We are going to execute the same operation for customers too. It is necessary for two reasons:

  • The current key is a struct that contains a field named id with the customer id. This is different from the repartitioned order topic which contains only the id value as the key, so the partitions would not match.

  • When we will create a JOIN later, there is a limitation that requires the key to have the same value as a key field in the table. The table field contains a plain value but the key contains a struct so they would not match. See this KSQL issue for more details.

ksql> CREATE STREAM customers_stream WITH (KAFKA_TOPIC='CUSTOMERS_REPART',VALUE_FORMAT='json',PARTITIONS=1) as SELECT * FROM customers_from_debezium PARTITION BY ID;

 Message
----------------------------
 Stream created and running
ksql> LIST TOPICS;

 Kafka Topic                         | Registered | Partitions | Partition Replicas
------------------------------------------------------------------------------------
...
 CUSTOMERS_REPART                    | true       | 1          | 1
...

To verify that records have a new key and are thus repartioned we can issue few statements to compare the results:

ksql> SELECT * FROM orders_from_debezium LIMIT 1;
1524034842810 | {"order_number":10001} | 10001 | 16816 | 1001 | 1 | 102
LIMIT reached for the partition.
Query terminated
ksql> SELECT * FROM orders LIMIT 1;
1524034842810 | 1001 | 10001 | 16816 | 1001 | 1 | 102
LIMIT reached for the partition.
Query terminated

The second column contains ROWKEY which is the key of the message.

Customer/order join

So far we were only declaring streams as an unbounded stateless data set. In our use case the order is really an event that comes and goes. But customer is an entity that can be updated and generally is a part of a state fo the system. Such quality is represented in KSQL or Kafka Streams as table.
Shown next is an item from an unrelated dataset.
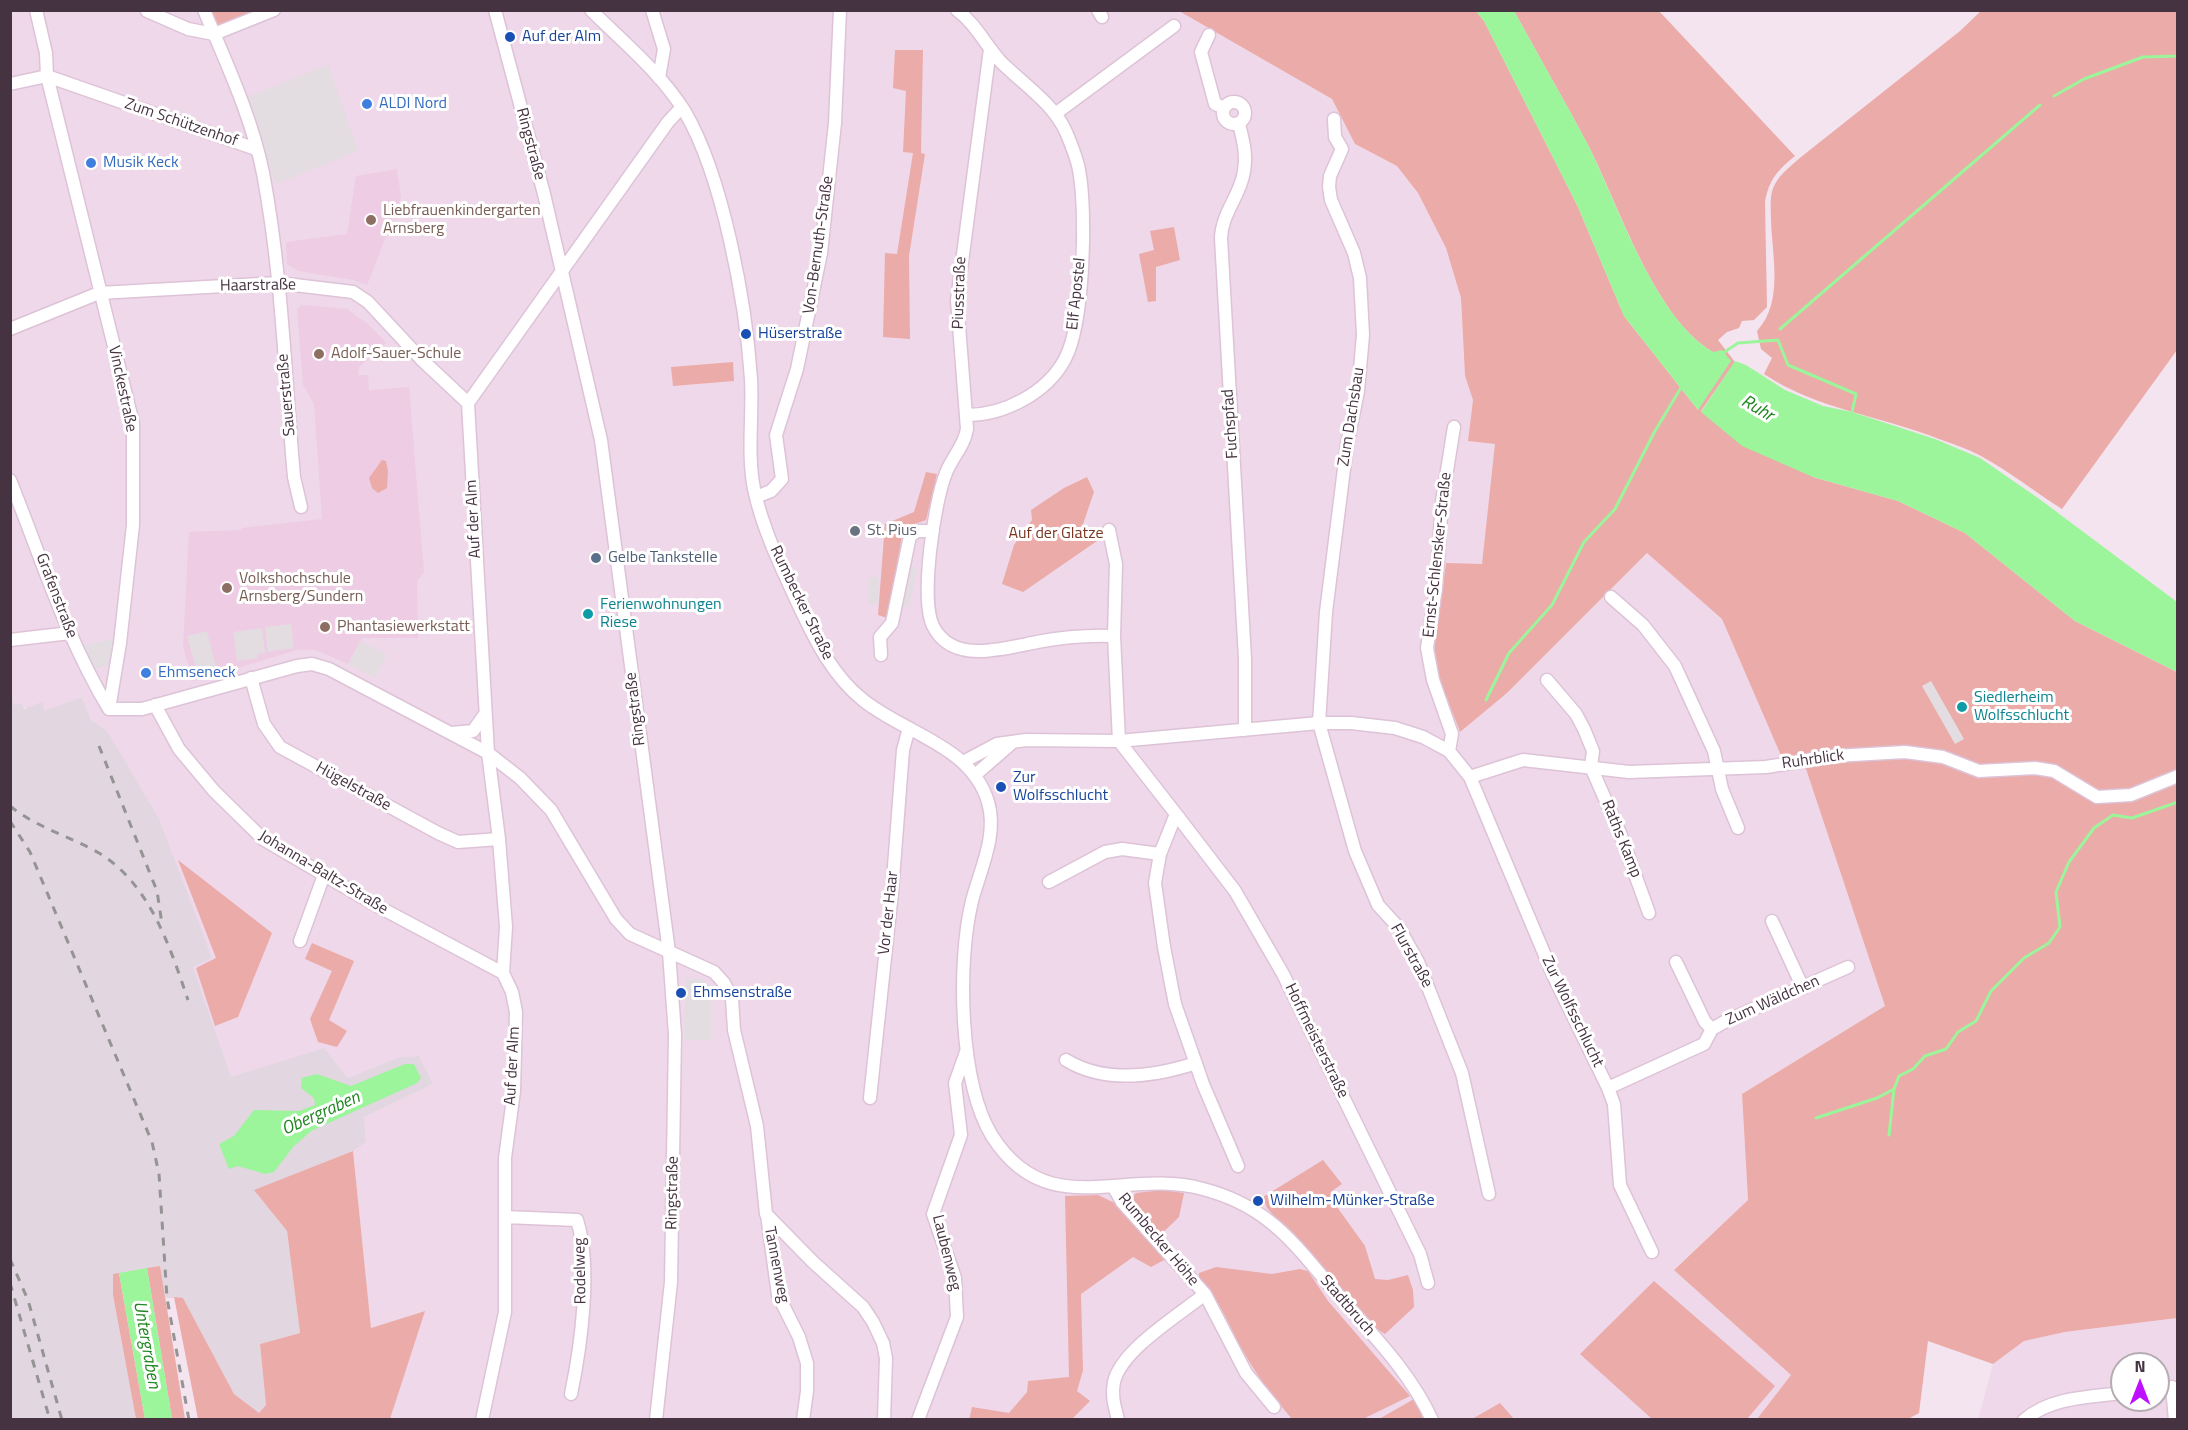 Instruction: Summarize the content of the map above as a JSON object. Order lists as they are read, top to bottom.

We are going to create a table of customers from the topic containing repartitioned customers.

ksql> CREATE TABLE customers (id integer, first_name string, last_name string, email string) WITH (KAFKA_TOPIC='CUSTOMERS_REPART',VALUE_FORMAT='json',KEY='id');

 Message
---------------
 Table created

Now we have everything in place to make a join between customer and its orders and create a query that will monitor incoming orders and list them with associated customer fields.
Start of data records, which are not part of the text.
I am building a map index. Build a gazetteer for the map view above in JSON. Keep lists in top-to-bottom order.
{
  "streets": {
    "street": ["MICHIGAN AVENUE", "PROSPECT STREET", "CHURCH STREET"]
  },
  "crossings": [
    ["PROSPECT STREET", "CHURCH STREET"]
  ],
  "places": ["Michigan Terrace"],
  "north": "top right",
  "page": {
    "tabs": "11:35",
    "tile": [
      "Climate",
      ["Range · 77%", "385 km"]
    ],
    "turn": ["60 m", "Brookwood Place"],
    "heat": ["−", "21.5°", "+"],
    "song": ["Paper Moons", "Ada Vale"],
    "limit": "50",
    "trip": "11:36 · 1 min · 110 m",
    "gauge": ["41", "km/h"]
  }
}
ksql> SELECT order_number,quantity,customers.first_name,customers.last_name FROM orders left join customers on orders.purchaser=customers.id;
10001 | 1 | Sally | Thomas
10002 | 2 | George | Bailey
10003 | 2 | George | Bailey
10004 | 1 | Edward | Walker

Let’s apply a few changes to the database, which will result in corresponding CDC events being emitted by Debezium:

docker-compose -f docker-compose-mysql.yaml exec mysql bash -c 'mysql -u $MYSQL_USER -p$MYSQL_PASSWORD inventory'

mysql> INSERT INTO orders VALUES(default,NOW(), 1003,5,101);
Query OK, 1 row affected, 1 warning (0.02 sec)

mysql> UPDATE customers SET first_name='Annie' WHERE id=1004;
Query OK, 1 row affected (0.02 sec)
Rows matched: 1  Changed: 1  Warnings: 0

mysql> UPDATE orders SET quantity=20 WHERE order_number=10004;
Query OK, 1 row affected (0.02 sec)
Rows matched: 1  Changed: 1  Warnings: 0

You may notice that only changes in the orders table have triggered changes in the joined stream. This is a product of the stream/table join. We would need a stream/stream join to trigger changes if any of input streams is modified.

So the final result of the select after the database is modified is

10001 | 1 | Sally | Thomas
10002 | 2 | George | Bailey
10003 | 2 | George | Bailey
10004 | 1 | Edward | Walker
10005 | 5 | Edward | Walker
10004 | 20 | Edward | Walker

Summary

We have successfully started a KSQL instance. We have mapped KSQL streams to Debezium topics filled by Debezium and made a join between them. We have also discussed the problem of repartioning in streaming applications.

If you’d like to try out this example with Avro encoding and schema registry then you can use our Avro example. Also for further details and more advanced usages just refer to the KSQL syntax reference.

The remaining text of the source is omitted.